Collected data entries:
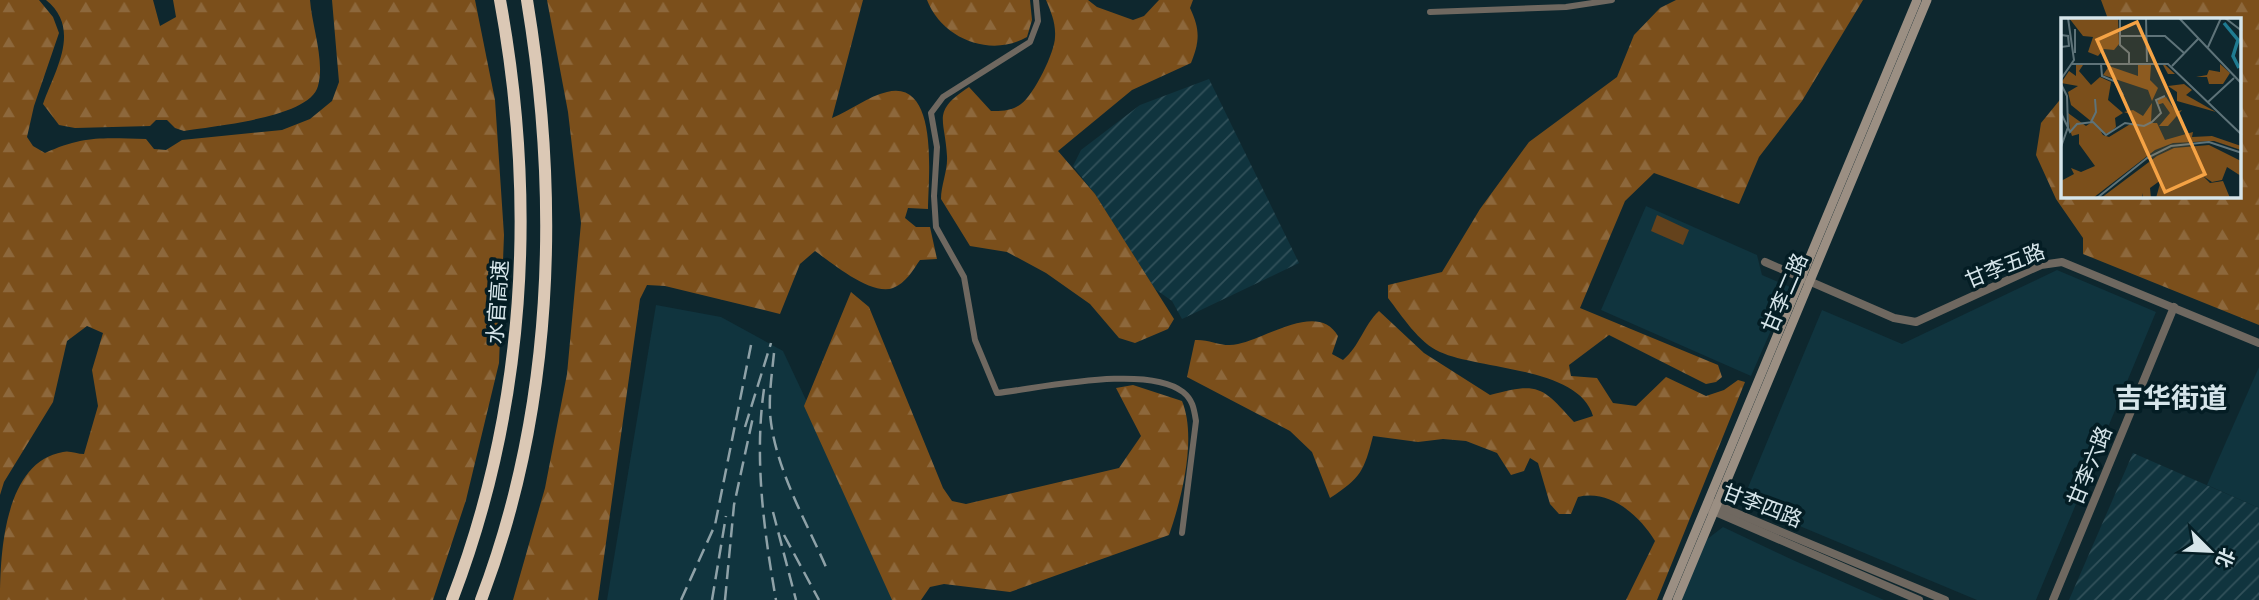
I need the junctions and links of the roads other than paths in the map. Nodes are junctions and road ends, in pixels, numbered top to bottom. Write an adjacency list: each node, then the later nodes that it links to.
1 (500, 0): 14 (highway, 水官高速)
2 (527, 0): 15 (highway)
3 (1036, 0): 13 (street)
4 (1612, 0): 7 (street)
5 (1917, 0): 9 (main road, 甘李二路)
6 (1927, 0): 9 (main road, 甘李二路)
7 (1430, 12)
8 (1765, 262): 9 (street, 甘李五路)
9 (1805, 280): 10 (street, 甘李五路); 12 (main road, 甘李二路)
10 (2174, 307): 11 (street, 甘李五路); 20 (street, 甘李六路)
11 (2259, 343)
12 (1712, 507): 16 (main road, 甘李二路); 17 (main road, 甘李二路); 18 (street, 甘李四路); 19 (street, 甘李四路)
13 (1182, 533)
14 (452, 600)
15 (481, 600)
16 (1667, 600)
17 (1677, 600)
18 (1919, 600)
19 (1945, 600)
20 (2053, 600)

■ **TO DO**
With the pictures dropped, give every entry above again exactly.

■ **RESPONSE**
I need the junctions and links of the roads other than paths in the map. Nodes are junctions and road ends, in pixels, numbered top to bottom. Write an adjacency list: each node, then the later nodes that it links to.
1 (500, 0): 14 (highway, 水官高速)
2 (527, 0): 15 (highway)
3 (1036, 0): 13 (street)
4 (1612, 0): 7 (street)
5 (1917, 0): 9 (main road, 甘李二路)
6 (1927, 0): 9 (main road, 甘李二路)
7 (1430, 12)
8 (1765, 262): 9 (street, 甘李五路)
9 (1805, 280): 10 (street, 甘李五路); 12 (main road, 甘李二路)
10 (2174, 307): 11 (street, 甘李五路); 20 (street, 甘李六路)
11 (2259, 343)
12 (1712, 507): 16 (main road, 甘李二路); 17 (main road, 甘李二路); 18 (street, 甘李四路); 19 (street, 甘李四路)
13 (1182, 533)
14 (452, 600)
15 (481, 600)
16 (1667, 600)
17 (1677, 600)
18 (1919, 600)
19 (1945, 600)
20 (2053, 600)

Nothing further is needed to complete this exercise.